Un paradoxe taoïste
Voici une phrase tirée du Tao Te King : "Plus on voit fleurir lois et règlements plus on récolte de voleurs et de brigands". En première lecture on peut se demander si ce ne sont pas les habitudes de la culture occidentale qui nous donnent l'impression qu'il est ici question de laxisme. En fait, l'idéal de non-agir développé dans toute la pensée taoïste montre bien que le sens est : pour éliminer un problème, il faut uniquement modifier le cadre dans lequel il est considéré et non pas s'attaquer à son origine. Ceci est à rapprocher de la notion d'amor fati utilisée par Nietzsche ("apprendre toujours davantage à voir le beau dans la nécessité des choses"). Celui ci poussait son raisonnement jusqu'à vouloir s'identifier à la nécessité irrationnelle et a écrit à ce sujet "Je suis moi-même le fatum et depuis des éternités c'est moi qui détermine l'existence". Pour lui "un tel esprit libéré apparaît au centre de l'univers, dans un fatalisme heureux et confiant [ ]".

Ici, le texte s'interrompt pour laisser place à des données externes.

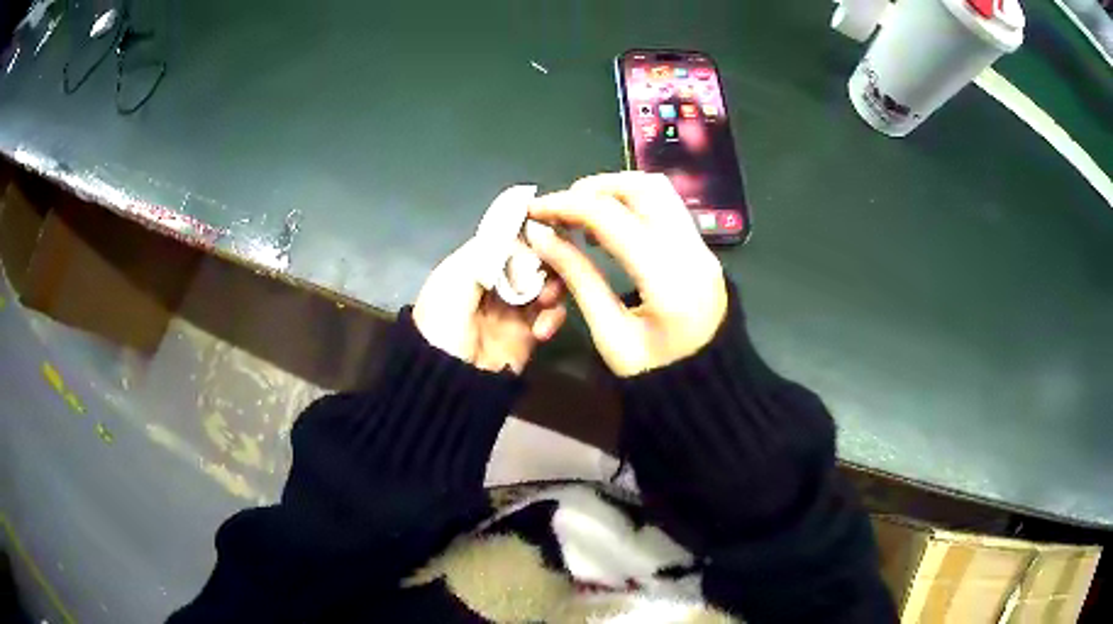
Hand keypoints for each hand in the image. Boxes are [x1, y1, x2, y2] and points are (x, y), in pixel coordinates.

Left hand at [413, 239, 566, 373]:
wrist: (447, 381)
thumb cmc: (443, 324)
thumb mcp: (453, 280)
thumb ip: (486, 254)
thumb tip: (522, 242)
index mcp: (471, 266)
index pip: (505, 240)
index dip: (525, 235)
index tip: (544, 234)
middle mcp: (494, 282)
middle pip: (531, 260)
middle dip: (544, 262)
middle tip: (550, 270)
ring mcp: (512, 308)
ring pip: (545, 284)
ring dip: (552, 287)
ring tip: (547, 299)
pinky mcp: (527, 333)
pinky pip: (551, 315)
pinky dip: (553, 316)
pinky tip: (542, 329)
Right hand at [527, 172, 726, 376]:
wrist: (707, 391)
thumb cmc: (655, 377)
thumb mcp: (610, 335)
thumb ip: (578, 278)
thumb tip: (542, 237)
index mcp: (668, 280)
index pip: (611, 217)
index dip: (566, 206)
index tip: (534, 210)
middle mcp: (692, 252)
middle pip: (643, 187)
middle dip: (595, 188)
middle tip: (563, 210)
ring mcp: (703, 249)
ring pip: (659, 190)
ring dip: (616, 192)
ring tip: (585, 219)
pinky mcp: (702, 251)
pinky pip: (667, 209)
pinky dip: (633, 206)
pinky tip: (611, 230)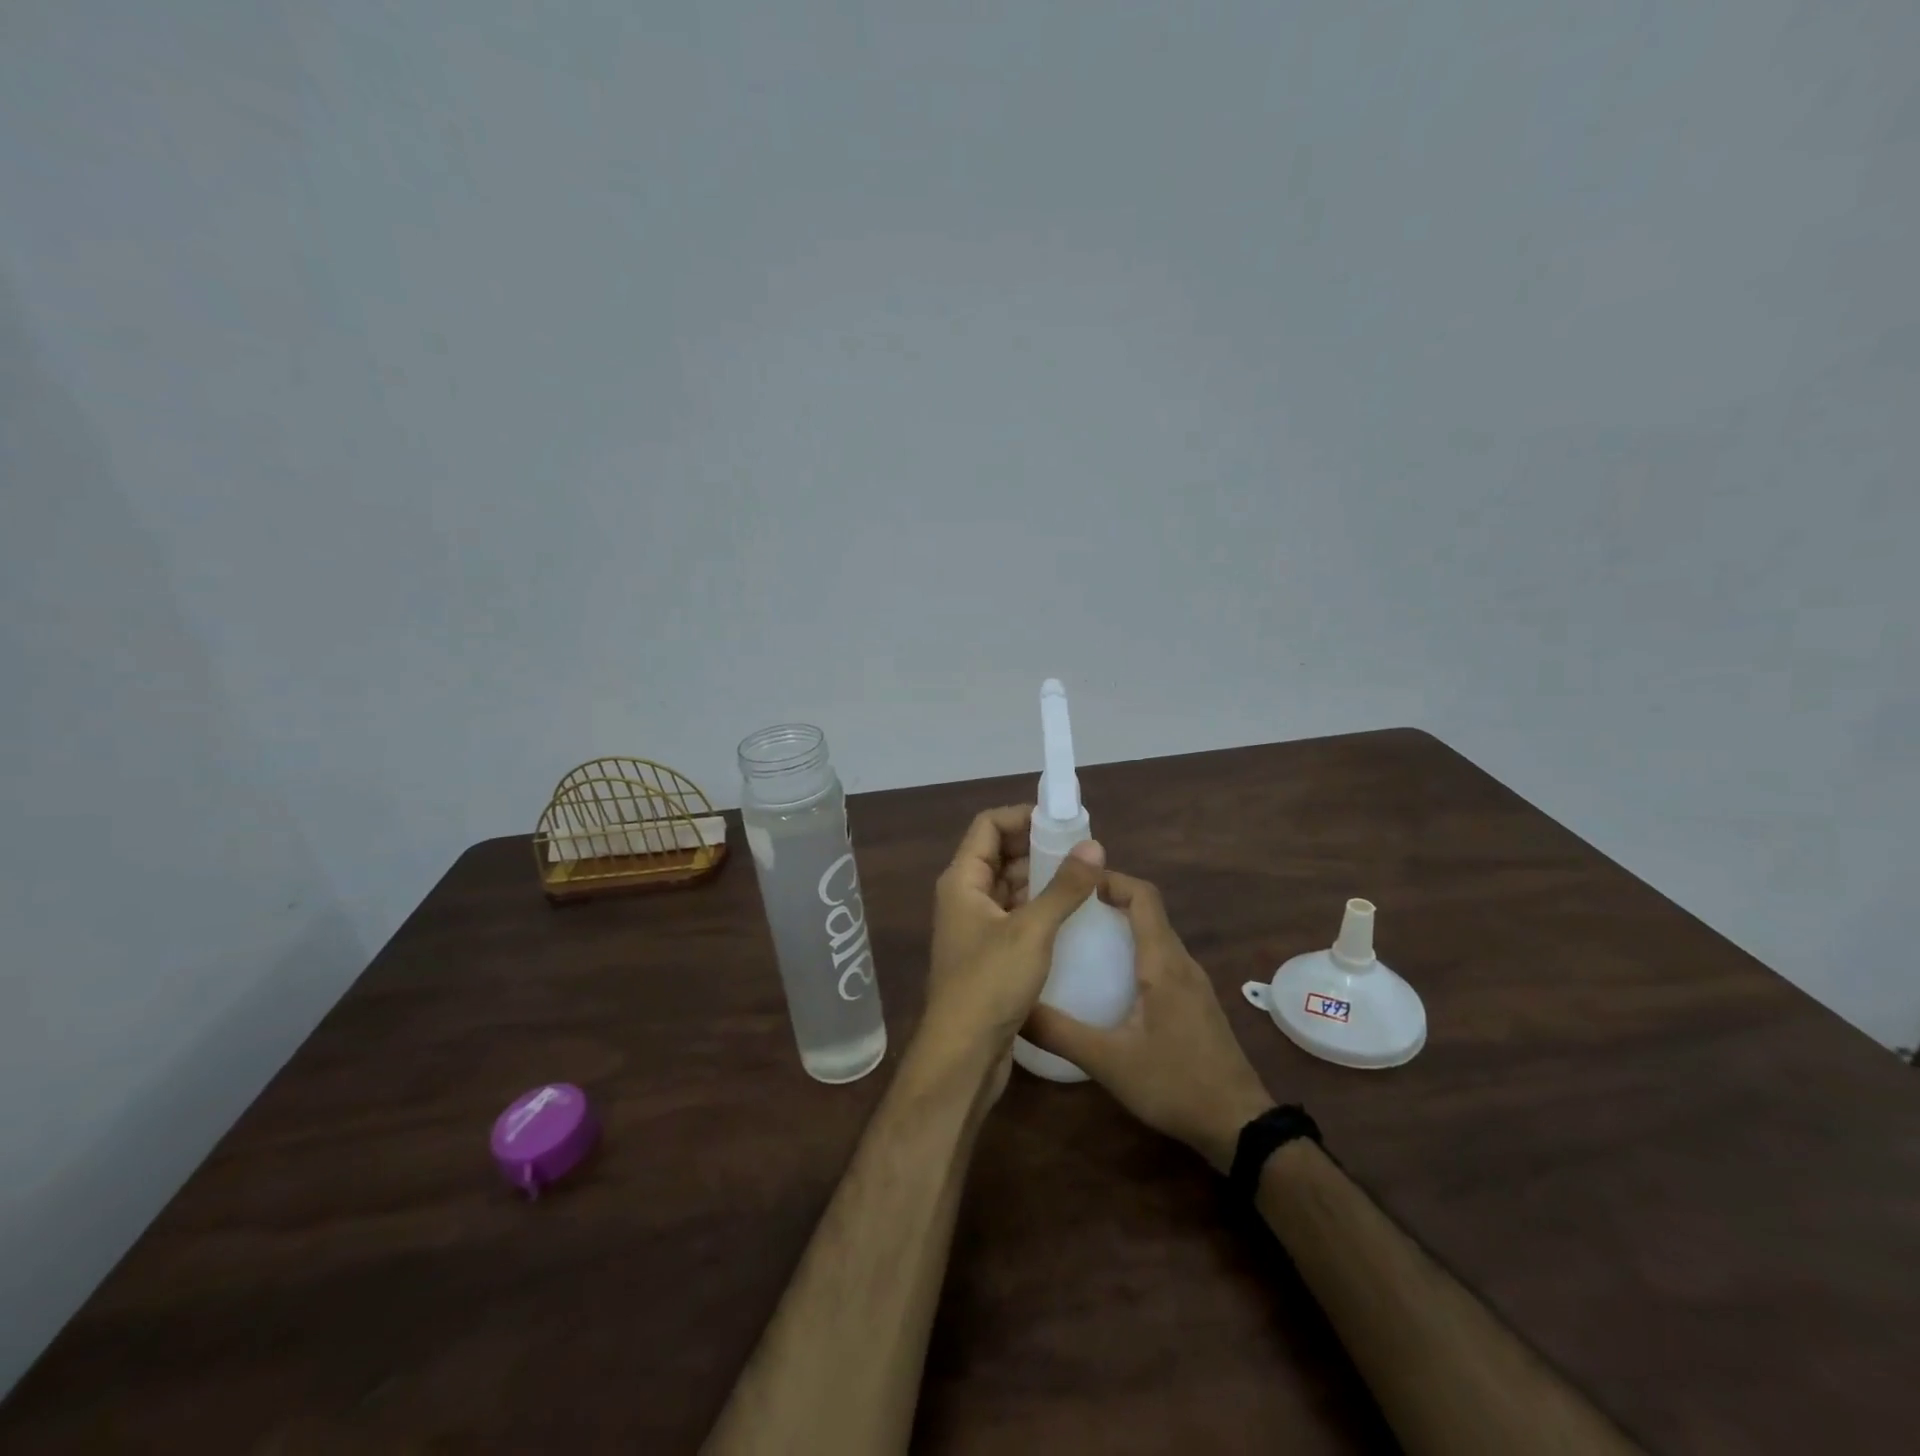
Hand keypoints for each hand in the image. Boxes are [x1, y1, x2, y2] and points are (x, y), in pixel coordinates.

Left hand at [918, 805, 1104, 1096]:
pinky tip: (1072, 917)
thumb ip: (1063, 887)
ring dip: (1042, 879)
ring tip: (1085, 879)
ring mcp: (976, 927)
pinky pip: (1015, 917)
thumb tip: (1094, 846)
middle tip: (1083, 851)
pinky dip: (1039, 909)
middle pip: (999, 854)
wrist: (962, 1056)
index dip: (1022, 815)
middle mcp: (964, 897)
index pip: (988, 825)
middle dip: (1038, 847)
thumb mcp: (1032, 930)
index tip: (1063, 821)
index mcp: (962, 880)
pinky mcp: (989, 955)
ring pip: (1010, 887)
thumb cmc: (990, 984)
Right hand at [1025, 871, 1273, 1171]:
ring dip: (1122, 926)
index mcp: (1163, 963)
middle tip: (1066, 909)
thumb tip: (1014, 1008)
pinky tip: (1110, 980)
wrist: (1239, 1125)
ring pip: (1156, 936)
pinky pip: (1163, 959)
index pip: (1143, 896)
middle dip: (1109, 900)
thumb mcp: (1108, 1062)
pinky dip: (1135, 951)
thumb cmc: (1175, 1084)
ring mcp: (1194, 983)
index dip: (1112, 879)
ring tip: (1080, 938)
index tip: (1075, 881)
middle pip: (1148, 911)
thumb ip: (1059, 1033)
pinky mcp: (1196, 1003)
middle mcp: (1181, 963)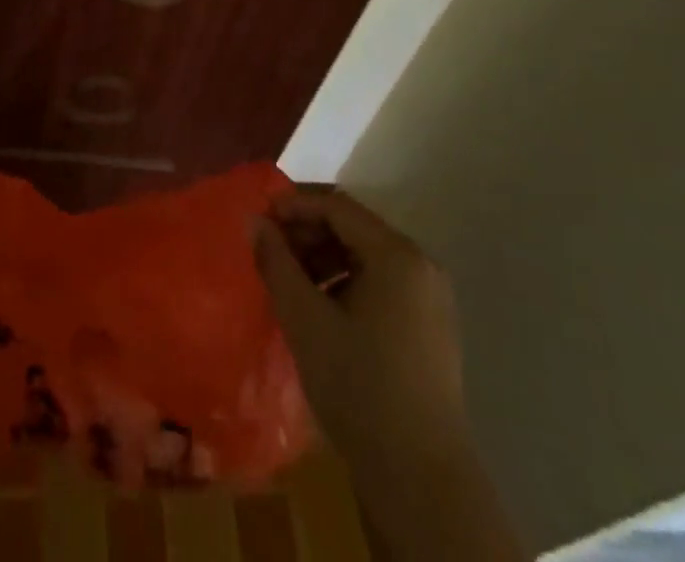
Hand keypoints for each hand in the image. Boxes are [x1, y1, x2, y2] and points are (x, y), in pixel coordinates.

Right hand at [256, 192, 522, 561]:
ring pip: (365, 256)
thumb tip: (255, 220)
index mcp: (397, 255)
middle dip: (307, 233)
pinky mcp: (428, 326)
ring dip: (323, 258)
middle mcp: (420, 264)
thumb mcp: (305, 319)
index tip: (258, 219)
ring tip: (288, 281)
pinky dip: (345, 282)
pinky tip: (318, 307)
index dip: (294, 205)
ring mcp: (429, 297)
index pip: (337, 206)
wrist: (420, 478)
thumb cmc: (359, 387)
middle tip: (269, 251)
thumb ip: (276, 262)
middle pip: (353, 228)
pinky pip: (380, 283)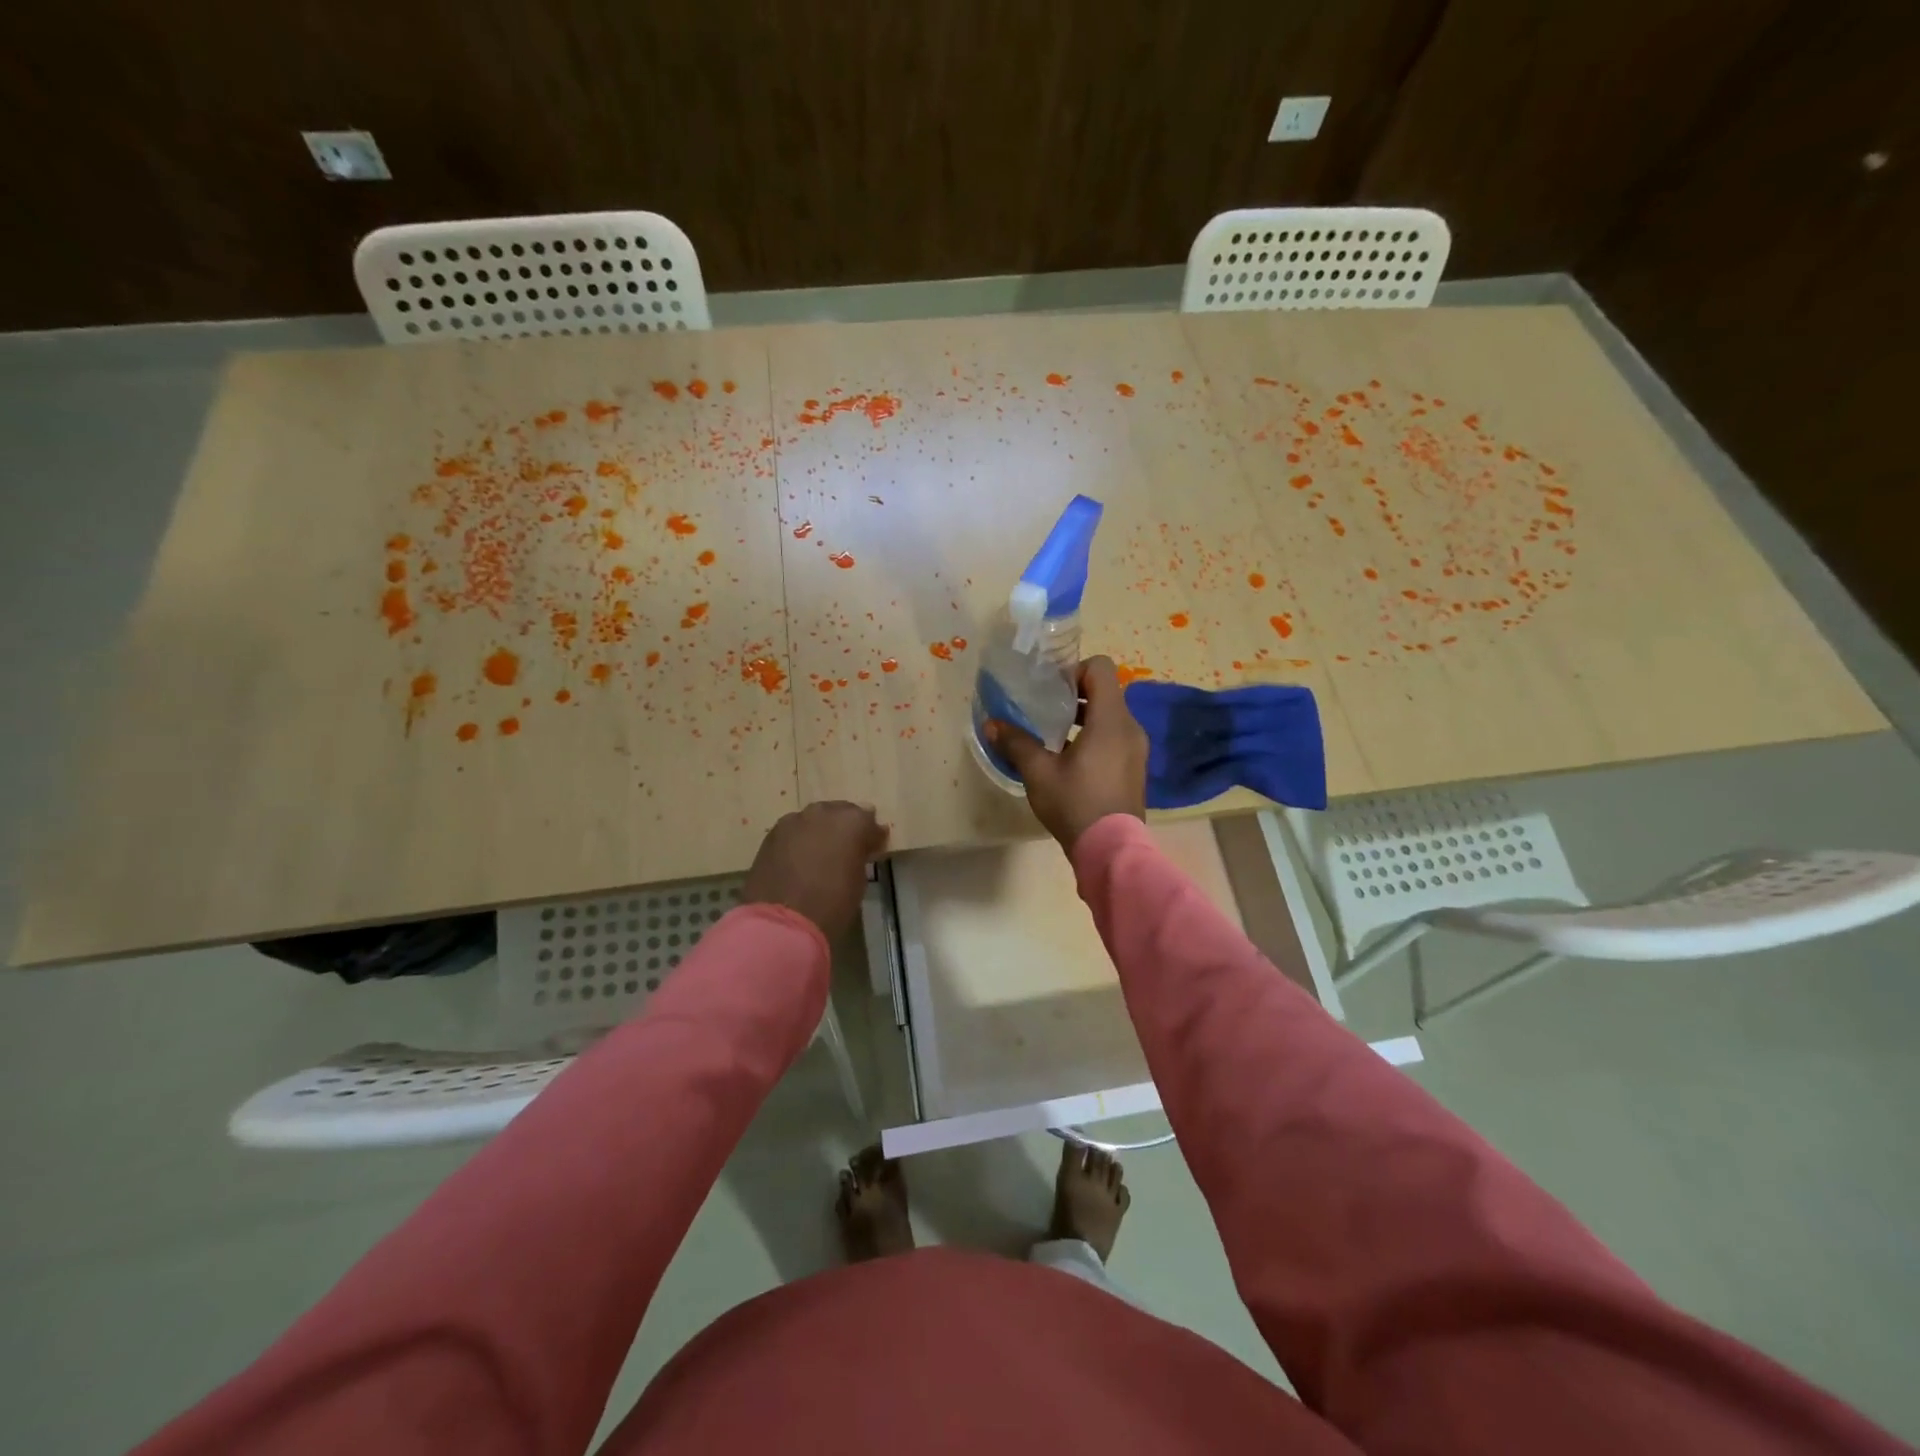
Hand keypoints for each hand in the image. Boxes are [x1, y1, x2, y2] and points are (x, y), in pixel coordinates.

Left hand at [743, 801, 889, 938]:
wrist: (782, 922)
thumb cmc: (832, 904)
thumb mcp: (859, 879)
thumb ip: (860, 854)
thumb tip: (861, 845)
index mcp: (851, 821)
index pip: (868, 820)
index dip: (871, 835)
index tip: (874, 848)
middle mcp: (823, 812)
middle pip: (839, 812)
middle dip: (845, 828)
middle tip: (848, 848)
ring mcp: (793, 821)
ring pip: (814, 820)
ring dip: (821, 832)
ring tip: (821, 854)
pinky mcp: (771, 835)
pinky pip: (794, 831)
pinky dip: (800, 840)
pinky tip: (800, 859)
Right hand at [986, 655, 1147, 852]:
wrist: (1111, 850)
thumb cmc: (1075, 803)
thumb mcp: (1039, 772)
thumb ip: (1016, 743)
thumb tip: (991, 724)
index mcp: (1110, 719)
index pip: (1101, 668)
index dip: (1074, 670)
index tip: (1050, 689)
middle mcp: (1130, 727)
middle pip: (1105, 691)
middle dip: (1074, 695)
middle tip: (1045, 710)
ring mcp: (1136, 749)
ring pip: (1110, 716)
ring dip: (1083, 718)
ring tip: (1053, 737)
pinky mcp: (1135, 767)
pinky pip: (1116, 737)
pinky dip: (1095, 737)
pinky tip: (1070, 761)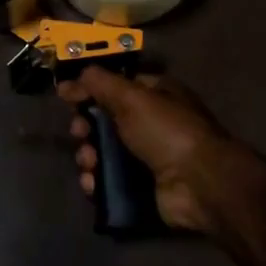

Ce n'est pas le seul point commun. Pour le taoïsme il n'existe pas de situation constante. Tout n'est que transformations continues, caractérisé par les mouvements progressifs de yin vers yang et de yang vers yin. Le temps lui-même n'est pas linéaire mais cyclique. Nietzsche considérait que "le caractère de l'ensemble du monde est de toute éternité celui du chaos, en raison non pas de l'absence de nécessité, mais de l'absence d'ordre [ ]". Il a développé le thème de l'Eternel Retour (les évènements finissent toujours par se reproduire un nombre indéfini de fois) : "on veut le cycle éternel : les mêmes choses, la même logique ou le même illogisme des enchaînements. Etat suprême auquel puisse atteindre un philosophe : une attitude dionysiaque en face de l'existence [ ]".
Le fait de traiter de la même façon les affaires humaines et tout ce qui vient de l'univers qui nous entoure, de ne pas différencier ce qui est accessible et ce qui ne l'est pas, est-il une forme de philosophie ou un manque de discernement ?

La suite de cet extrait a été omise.